After reconstructing the circumstances that led up to Sinclair’s choice of a cultural setting for The Jungle, Subačius addresses a series of related issues. First, he undertakes a detailed cataloging and linguistic analysis of the novel’s Lithuanian words and phrases (see William Schmalstieg’s related review in Lituanus Vol. 52, No. 4, 2006, p. 70). Of particular interest to literary researchers are the reasons and methods governing the novel’s incorporation of Lithuanian, including Sinclair’s personal feelings about the language. Piecing together old and new sources, Subačius is able to convey something of Sinclair’s insatiable linguistic curiosity, his evident pride in learning some Lithuanian, his understanding of how the language helped to concretize his story and tie it to the immigrant nature of his characters. 
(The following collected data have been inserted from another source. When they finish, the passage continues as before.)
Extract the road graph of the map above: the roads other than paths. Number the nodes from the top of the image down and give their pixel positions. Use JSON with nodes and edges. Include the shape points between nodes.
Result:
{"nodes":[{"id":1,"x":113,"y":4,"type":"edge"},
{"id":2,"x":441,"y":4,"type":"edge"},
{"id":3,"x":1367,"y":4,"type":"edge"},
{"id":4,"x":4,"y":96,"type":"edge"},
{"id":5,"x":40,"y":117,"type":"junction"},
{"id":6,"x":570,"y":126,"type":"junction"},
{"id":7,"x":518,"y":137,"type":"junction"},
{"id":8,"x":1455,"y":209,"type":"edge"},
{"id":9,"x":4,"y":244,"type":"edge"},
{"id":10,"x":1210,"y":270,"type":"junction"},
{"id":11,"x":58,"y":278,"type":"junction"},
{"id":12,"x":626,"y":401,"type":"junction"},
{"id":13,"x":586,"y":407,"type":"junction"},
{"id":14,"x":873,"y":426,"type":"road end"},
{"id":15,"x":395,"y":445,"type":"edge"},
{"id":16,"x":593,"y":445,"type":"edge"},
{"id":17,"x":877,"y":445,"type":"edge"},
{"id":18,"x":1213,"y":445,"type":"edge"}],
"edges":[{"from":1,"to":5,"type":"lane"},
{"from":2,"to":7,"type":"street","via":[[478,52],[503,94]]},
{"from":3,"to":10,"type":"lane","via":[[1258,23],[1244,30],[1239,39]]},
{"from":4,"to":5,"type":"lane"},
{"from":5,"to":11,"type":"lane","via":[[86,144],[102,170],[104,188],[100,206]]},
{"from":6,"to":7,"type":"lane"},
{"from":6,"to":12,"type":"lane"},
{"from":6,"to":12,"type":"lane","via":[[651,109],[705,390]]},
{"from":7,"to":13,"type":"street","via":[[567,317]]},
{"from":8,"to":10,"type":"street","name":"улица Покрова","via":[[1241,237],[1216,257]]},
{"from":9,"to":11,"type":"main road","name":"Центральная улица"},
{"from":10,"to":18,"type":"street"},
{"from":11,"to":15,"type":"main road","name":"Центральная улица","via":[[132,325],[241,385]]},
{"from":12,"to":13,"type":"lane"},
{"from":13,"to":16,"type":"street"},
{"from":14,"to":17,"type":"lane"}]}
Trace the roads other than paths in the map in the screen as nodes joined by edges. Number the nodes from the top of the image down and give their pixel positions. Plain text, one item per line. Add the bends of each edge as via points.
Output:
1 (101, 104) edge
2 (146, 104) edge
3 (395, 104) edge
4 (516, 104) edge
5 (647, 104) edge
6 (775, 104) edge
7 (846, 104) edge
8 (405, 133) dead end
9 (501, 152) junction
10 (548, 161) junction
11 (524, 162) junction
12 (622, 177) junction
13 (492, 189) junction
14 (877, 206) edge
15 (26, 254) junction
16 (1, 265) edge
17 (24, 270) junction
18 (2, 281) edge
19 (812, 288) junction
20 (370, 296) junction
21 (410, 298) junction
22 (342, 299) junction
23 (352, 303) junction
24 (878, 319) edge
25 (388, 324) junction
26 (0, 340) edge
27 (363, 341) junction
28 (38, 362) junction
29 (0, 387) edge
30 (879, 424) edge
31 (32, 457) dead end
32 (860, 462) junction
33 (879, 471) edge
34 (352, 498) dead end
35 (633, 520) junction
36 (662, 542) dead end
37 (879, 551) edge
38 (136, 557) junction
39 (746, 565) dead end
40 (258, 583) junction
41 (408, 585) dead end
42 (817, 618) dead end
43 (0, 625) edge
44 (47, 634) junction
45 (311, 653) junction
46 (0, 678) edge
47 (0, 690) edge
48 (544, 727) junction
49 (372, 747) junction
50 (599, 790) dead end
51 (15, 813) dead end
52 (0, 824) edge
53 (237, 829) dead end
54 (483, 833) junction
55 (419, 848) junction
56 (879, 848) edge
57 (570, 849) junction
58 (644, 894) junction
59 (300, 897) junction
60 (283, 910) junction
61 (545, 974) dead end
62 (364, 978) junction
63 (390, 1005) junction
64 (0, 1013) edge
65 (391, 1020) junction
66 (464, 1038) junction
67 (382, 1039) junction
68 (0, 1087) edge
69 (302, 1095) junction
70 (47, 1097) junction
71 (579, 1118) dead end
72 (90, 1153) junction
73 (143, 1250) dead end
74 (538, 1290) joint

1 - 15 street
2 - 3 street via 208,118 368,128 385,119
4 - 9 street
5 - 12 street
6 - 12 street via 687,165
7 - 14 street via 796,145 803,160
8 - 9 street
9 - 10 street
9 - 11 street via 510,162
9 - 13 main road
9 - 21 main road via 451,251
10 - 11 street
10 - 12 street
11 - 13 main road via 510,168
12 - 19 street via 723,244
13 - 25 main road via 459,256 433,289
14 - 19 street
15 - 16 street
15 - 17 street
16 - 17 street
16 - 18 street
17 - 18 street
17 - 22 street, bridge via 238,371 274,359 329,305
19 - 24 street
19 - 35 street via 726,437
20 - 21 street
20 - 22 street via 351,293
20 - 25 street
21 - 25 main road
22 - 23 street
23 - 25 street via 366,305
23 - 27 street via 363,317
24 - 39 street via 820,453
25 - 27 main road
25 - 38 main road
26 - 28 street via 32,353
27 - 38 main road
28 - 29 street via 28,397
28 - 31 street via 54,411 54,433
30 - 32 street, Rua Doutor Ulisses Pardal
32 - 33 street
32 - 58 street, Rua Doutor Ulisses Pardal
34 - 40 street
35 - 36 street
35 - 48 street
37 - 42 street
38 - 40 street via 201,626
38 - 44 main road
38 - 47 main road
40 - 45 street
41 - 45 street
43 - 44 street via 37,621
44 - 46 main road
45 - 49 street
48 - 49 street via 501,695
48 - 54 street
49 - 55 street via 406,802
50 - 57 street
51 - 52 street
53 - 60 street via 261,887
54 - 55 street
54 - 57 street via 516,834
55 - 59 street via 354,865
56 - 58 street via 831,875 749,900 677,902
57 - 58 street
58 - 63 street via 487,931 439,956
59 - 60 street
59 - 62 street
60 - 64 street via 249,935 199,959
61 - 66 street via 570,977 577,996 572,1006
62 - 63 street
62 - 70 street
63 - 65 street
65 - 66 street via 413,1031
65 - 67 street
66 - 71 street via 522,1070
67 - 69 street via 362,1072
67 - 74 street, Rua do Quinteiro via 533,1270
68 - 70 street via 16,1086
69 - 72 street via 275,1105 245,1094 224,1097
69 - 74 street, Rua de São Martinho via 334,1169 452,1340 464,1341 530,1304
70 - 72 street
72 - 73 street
Digging tirelessly into century-old census records, newspapers and city directories, Subačius next unearths an apparent pattern in Sinclair’s use of Lithuanian names. The possibility that Sinclair paid tribute to Lithuanian socialists by using their surnames for major and minor characters in The Jungle is fascinating and well-argued. Sifting through more Chicago history, Subačius locates the exact street-corner where Sinclair encountered the Lithuanian wedding feast and even manages some informed speculation about the real couple whose nuptials may have provided the model for the veselija (wedding) of Sinclair’s Jurgis and Ona. 

Subačius notes that in writing The Jungle Sinclair used oral rather than written sources, doing field work as opposed to library research. This does not contradict our existing sense of how the book was composed or how Sinclair worked on his many other novels in other historical contexts. But Subačius’s conclusions add meaningfully to our knowledge of the relation between fact and fiction in Sinclair’s art in general. Sinclair often claimed that history itself was the great novelist; Subačius helps to lay bare the logic of this assertion. 

The more we understand about how forces of social history, circumstance, and an artist’s personality cooperate to produce a literary work, the better we are able to translate that work’s energy and power from its context to ours, making it relevant to the present day. In the case of Upton Sinclair’s The Jungle, which seems to be acquiring new significance to both researchers and casual readers on the centennial of its publication, Giedrius Subačius’s book is useful and well-timed. 

Patrick Chura

1. Anthony Arthur, Radical Innocent: Upton Sinclair (Random House, 2006) and Kevin Mattson, Upton Sinclair and the Other American Century (Wiley, 2006). 
2. Christopher Phelps, A How Should We Teach The Jungle, (Chronicle of Higher Education, March 3, 2006): B10-12. Phelps, a history professor, finds that students love The Jungle and argues for its relevance to both literature and history curricula.
3. Ann Coulter, Godless: The Church of Liberalism (Crown Forum, 2006).